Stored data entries

※ ※ ※

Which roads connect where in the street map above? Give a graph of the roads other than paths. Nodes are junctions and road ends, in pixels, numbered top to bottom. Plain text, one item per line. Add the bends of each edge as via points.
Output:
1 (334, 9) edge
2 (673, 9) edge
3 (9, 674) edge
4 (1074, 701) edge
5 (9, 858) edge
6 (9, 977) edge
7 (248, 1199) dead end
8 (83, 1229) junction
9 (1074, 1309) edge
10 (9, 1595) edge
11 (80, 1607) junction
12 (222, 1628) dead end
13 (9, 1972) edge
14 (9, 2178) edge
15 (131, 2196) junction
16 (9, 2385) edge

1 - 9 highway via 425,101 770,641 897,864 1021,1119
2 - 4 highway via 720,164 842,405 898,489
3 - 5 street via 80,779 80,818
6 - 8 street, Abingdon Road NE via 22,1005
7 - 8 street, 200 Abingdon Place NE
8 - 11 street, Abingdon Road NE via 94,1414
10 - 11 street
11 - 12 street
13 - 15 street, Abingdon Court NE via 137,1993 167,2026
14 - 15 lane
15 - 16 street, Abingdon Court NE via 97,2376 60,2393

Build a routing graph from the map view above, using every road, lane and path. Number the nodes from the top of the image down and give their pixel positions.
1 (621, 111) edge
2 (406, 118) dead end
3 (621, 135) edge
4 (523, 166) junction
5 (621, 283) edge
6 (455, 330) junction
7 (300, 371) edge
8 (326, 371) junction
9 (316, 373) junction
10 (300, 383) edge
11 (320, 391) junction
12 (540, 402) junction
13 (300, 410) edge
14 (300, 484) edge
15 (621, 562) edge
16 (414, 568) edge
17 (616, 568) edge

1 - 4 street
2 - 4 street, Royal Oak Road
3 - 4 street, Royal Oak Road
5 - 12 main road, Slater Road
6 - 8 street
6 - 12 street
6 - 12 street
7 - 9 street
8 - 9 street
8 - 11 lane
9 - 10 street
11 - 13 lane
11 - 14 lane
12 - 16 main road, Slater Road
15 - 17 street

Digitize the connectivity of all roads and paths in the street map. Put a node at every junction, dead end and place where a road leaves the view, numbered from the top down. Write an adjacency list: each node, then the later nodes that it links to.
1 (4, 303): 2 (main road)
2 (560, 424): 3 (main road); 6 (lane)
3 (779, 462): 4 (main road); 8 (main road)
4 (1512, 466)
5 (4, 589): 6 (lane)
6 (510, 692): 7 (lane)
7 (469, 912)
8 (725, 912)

※ ※ ※

INSTRUCTIONS TO FOLLOW – Go through the entries above and reproduce each one exactly.

YOUR SOLUTION –
Which roads connect where in the street map above? Give a graph of the roads other than paths. Nodes are junctions and road ends, in pixels, numbered top to bottom. Plain text, one item per line. Add the bends of each edge as via points.
Output:
1 (334, 9) edge
2 (673, 9) edge
3 (9, 674) edge
4 (1074, 701) edge
5 (9, 858) edge
6 (9, 977) edge
7 (248, 1199) dead end
8 (83, 1229) junction
9 (1074, 1309) edge
10 (9, 1595) edge
11 (80, 1607) junction
12 (222, 1628) dead end
13 (9, 1972) edge
14 (9, 2178) edge
15 (131, 2196) junction
16 (9, 2385) edge

1 - 9 highway via 425,101 770,641 897,864 1021,1119
2 - 4 highway via 720,164 842,405 898,489
3 - 5 street via 80,779 80,818
6 - 8 street, Abingdon Road NE via 22,1005
7 - 8 street, 200 Abingdon Place NE
8 - 11 street, Abingdon Road NE via 94,1414
10 - 11 street
11 - 12 street
13 - 15 street, Abingdon Court NE via 137,1993 167,2026
14 - 15 lane
15 - 16 street, Abingdon Court NE via 97,2376 60,2393

Build a routing graph from the map view above, using every road, lane and path. Number the nodes from the top of the image down and give their pixel positions.
1 (621, 111) edge
2 (406, 118) dead end
3 (621, 135) edge
4 (523, 166) junction
5 (621, 283) edge
6 (455, 330) junction
7 (300, 371) edge
8 (326, 371) junction
9 (316, 373) junction
10 (300, 383) edge
11 (320, 391) junction
12 (540, 402) junction
13 (300, 410) edge
14 (300, 484) edge
15 (621, 562) edge
16 (414, 568) edge
17 (616, 568) edge

1 - 4 street
2 - 4 street, Royal Oak Road
3 - 4 street, Royal Oak Road
5 - 12 main road, Slater Road
6 - 8 street
6 - 12 street
6 - 12 street
7 - 9 street
8 - 9 street
8 - 11 lane
9 - 10 street
11 - 13 lane
11 - 14 lane
12 - 16 main road, Slater Road
15 - 17 street

Digitize the connectivity of all roads and paths in the street map. Put a node at every junction, dead end and place where a road leaves the view, numbered from the top down. Write an adjacency list: each node, then the later nodes that it links to.
1 (4, 303): 2 (main road)
2 (560, 424): 3 (main road); 6 (lane)
3 (779, 462): 4 (main road); 8 (main road)
4 (1512, 466)
5 (4, 589): 6 (lane)
6 (510, 692): 7 (lane)
7 (469, 912)
8 (725, 912)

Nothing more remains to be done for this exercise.